Howard Katz discussed his “Unified Field Theory” method for teaching legal analysis in first-year doctrinal courses. This method can be used periodically or extensively. It emphasizes rules and the It connects classroom to exam by modeling what an exam answer looks like or how to develop an outline. When calling on students, he has student explain the rule first. Then he asks if the facts meet the rule or elements. It embeds formative feedback based on the second case. It forces memorization and repetition that gets to learning.
Jennifer Kinsley presented on how daily formative assessments can be utilized to improve recall and analysis. In order to improve bar exam results, she realized that formative assessments had to be used more at her law school. She sat in the room when students were taking exams in her class and others. She noticed numerous students just looking around as opposed to frantically writing responses. Despite poor answers, the students could explain the concepts verbally quite well. She quizzes her students daily. Sometimes, they are MCQs. She focuses on sentence blurbs to list issues. The students self-score and then report back. Anyone can implement these methods.

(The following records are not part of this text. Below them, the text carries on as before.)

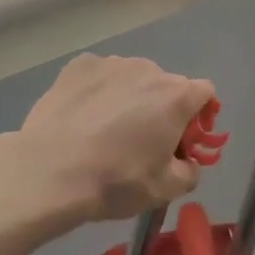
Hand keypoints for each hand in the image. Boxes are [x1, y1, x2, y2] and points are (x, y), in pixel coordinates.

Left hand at [12, 54, 220, 224]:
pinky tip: (82, 117)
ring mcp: (112, 63)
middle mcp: (148, 69)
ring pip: (132, 78)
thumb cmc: (115, 181)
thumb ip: (189, 172)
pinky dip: (98, 91)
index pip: (205, 93)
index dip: (199, 117)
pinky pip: (100, 75)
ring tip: (105, 129)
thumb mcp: (164, 191)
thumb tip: (187, 162)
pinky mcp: (79, 65)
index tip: (181, 141)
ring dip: (130, 97)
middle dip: (161, 109)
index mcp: (176, 96)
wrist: (49, 172)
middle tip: (141, 142)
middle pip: (166, 85)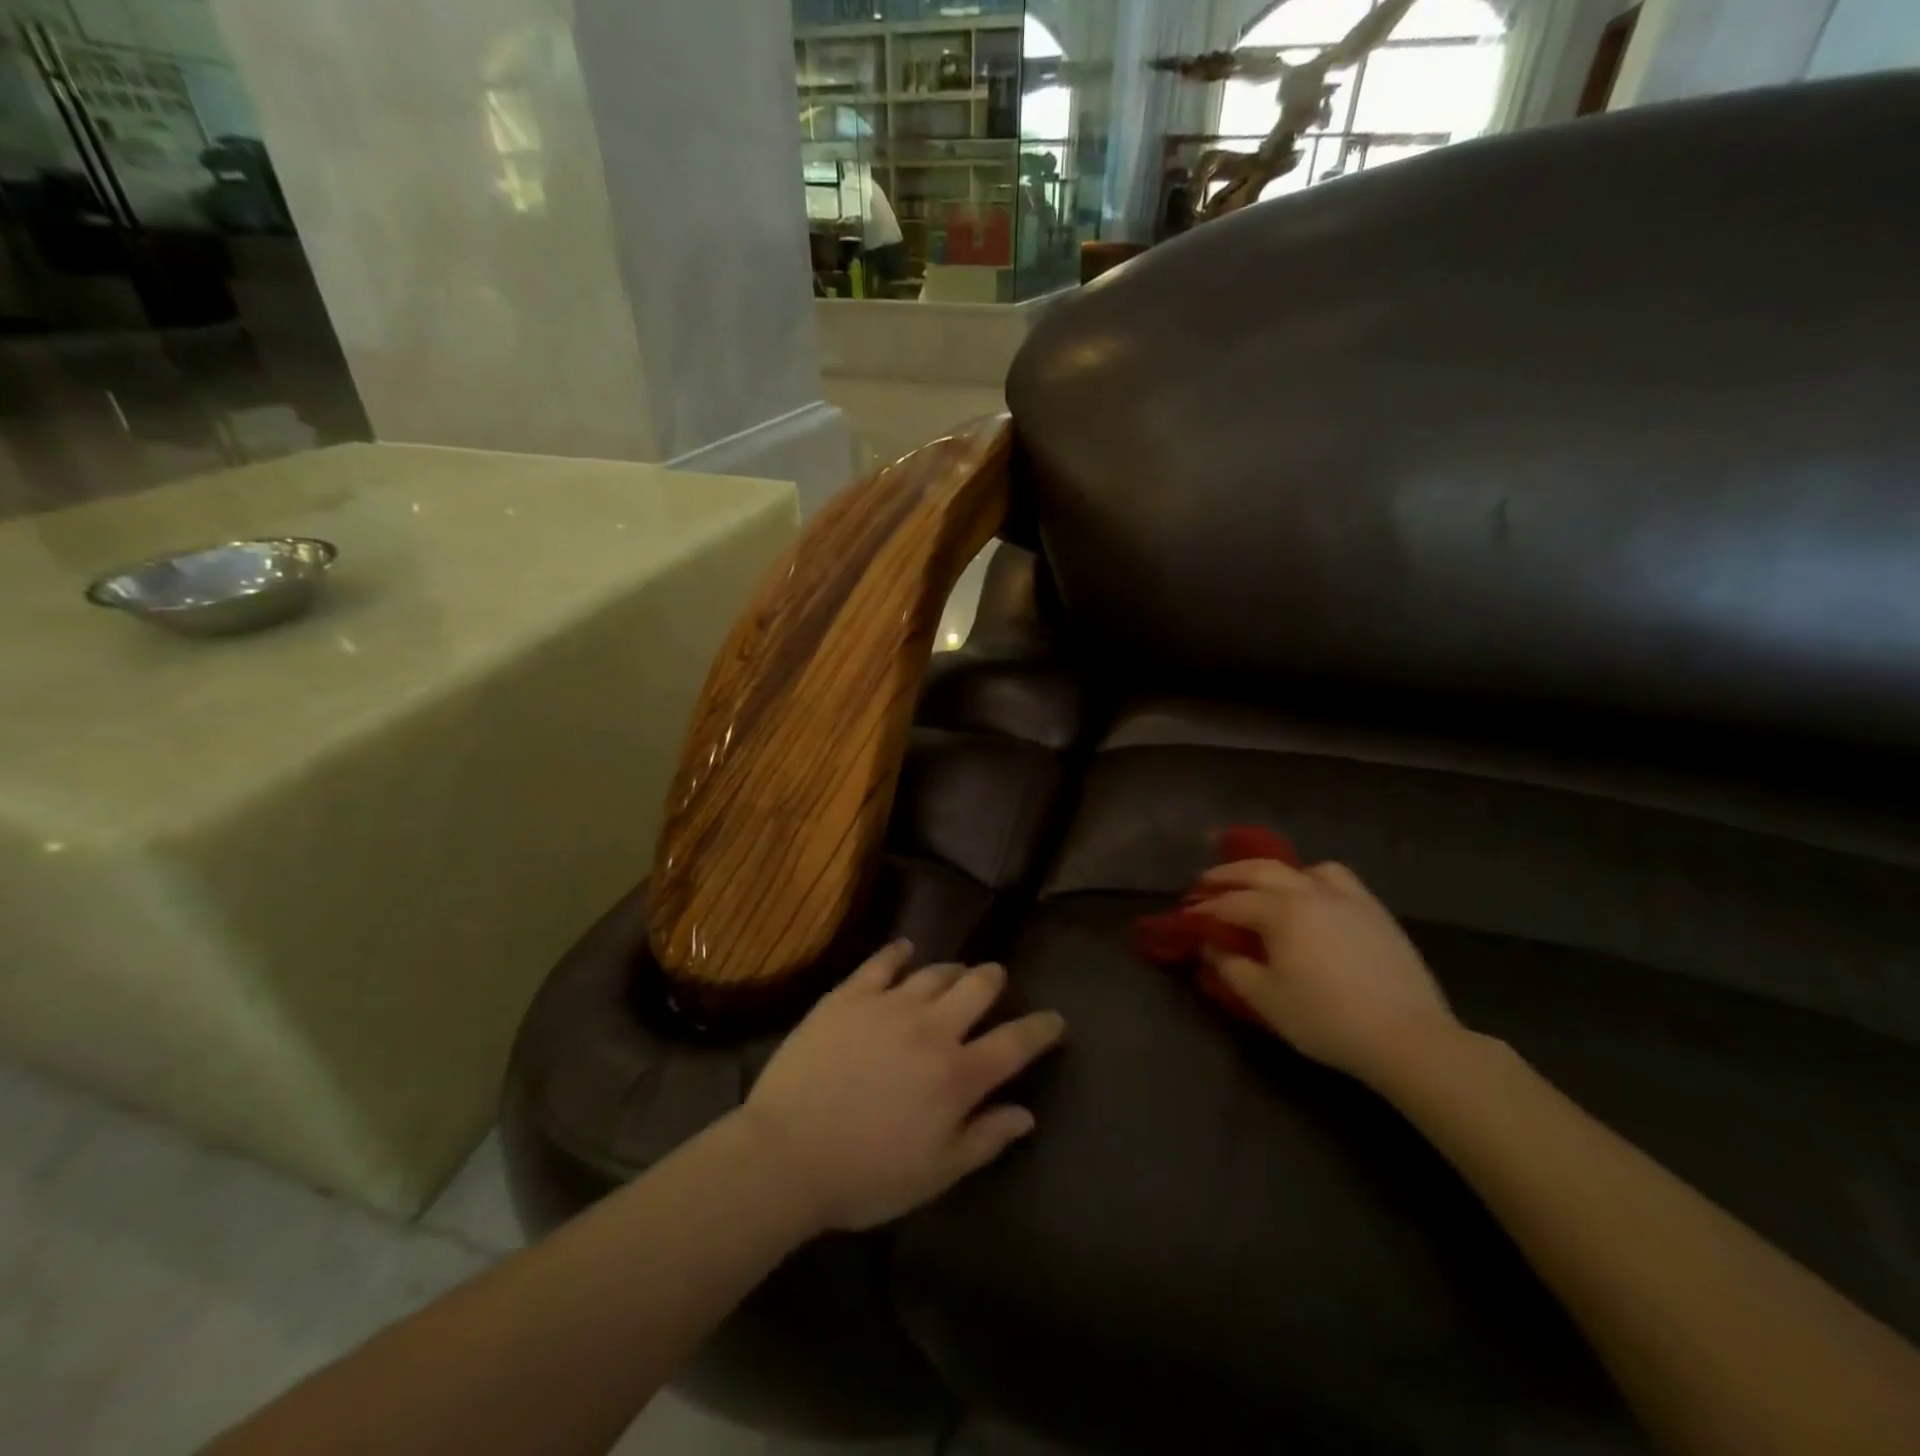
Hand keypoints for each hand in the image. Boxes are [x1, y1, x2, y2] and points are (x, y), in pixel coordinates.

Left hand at [741, 942, 1065, 1231]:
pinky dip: (899, 952)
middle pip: (977, 987)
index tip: (1055, 1020)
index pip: (1015, 1042)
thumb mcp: (935, 1174)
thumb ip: (985, 1139)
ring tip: (954, 974)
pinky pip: (882, 961)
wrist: (786, 1154)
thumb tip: (1026, 1113)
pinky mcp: (850, 995)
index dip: (1041, 1028)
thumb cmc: (865, 1175)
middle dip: (994, 980)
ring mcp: (889, 1005)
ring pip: (934, 971)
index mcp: (957, 1075)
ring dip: (952, 970)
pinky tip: (905, 949)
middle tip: (995, 981)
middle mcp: (931, 1028)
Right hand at [1197, 859, 1460, 1086]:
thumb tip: (1211, 945)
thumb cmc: (1326, 1019)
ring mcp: (1346, 897)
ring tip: (1263, 886)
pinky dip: (1314, 878)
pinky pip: (1337, 879)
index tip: (1185, 915)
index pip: (1230, 902)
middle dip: (1228, 874)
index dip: (1203, 908)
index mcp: (1280, 910)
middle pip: (1260, 870)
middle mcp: (1309, 891)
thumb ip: (1231, 967)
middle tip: (1205, 882)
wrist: (1408, 1037)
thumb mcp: (1266, 999)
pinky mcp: (1374, 910)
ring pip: (1302, 868)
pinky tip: (1313, 897)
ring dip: (1273, 871)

Ben Madison addressed program assessment regarding student learning outcomes pursuant to ABA Standard 314. First, meaningful feedback is both student and teacher driven, resulting in learning improvements for students and teaching improvements for professors. Second, professors should use assessments that are enjoyable to students as that enhances learning and retention . Third, interactive devices like polling can enhance memory.
Susan Stephan presented on using technology and other techniques for effective feedback in support of learning outcomes in online, hybrid, and blended classroom environments. Students often enjoy low stakes quizzes. The students can receive feedback and additional guidance on the concepts. There are also various free polling tools that are available for usage.
Vicki VanZandt addressed methods of how to conduct draft conferences on Zoom. Her law school had implemented mid-terms to impact the performance on bar exam. She conducted conferences on Zoom. The student must submit the calendar invitation with the draft assignment. She does a live edit of the assignment and then provides them a copy. She has a recording of the meeting along with the edited version. The benefits of this are time management. There is also a psychological safety because the student just sees the assignment being addressed.
Spencer Waller discussed assessments in which two or more students collaborate on an assignment. Two goals: promote active learning and get students to collaborate. In class, he has students work together on a low-stakes short essay question. In Civil Procedure, he uses an assignment in which students are an attorney and an out of state client who are suing an in-state defendant. In Antitrust, he creates teams to handle exercises addressing a merger within an industry.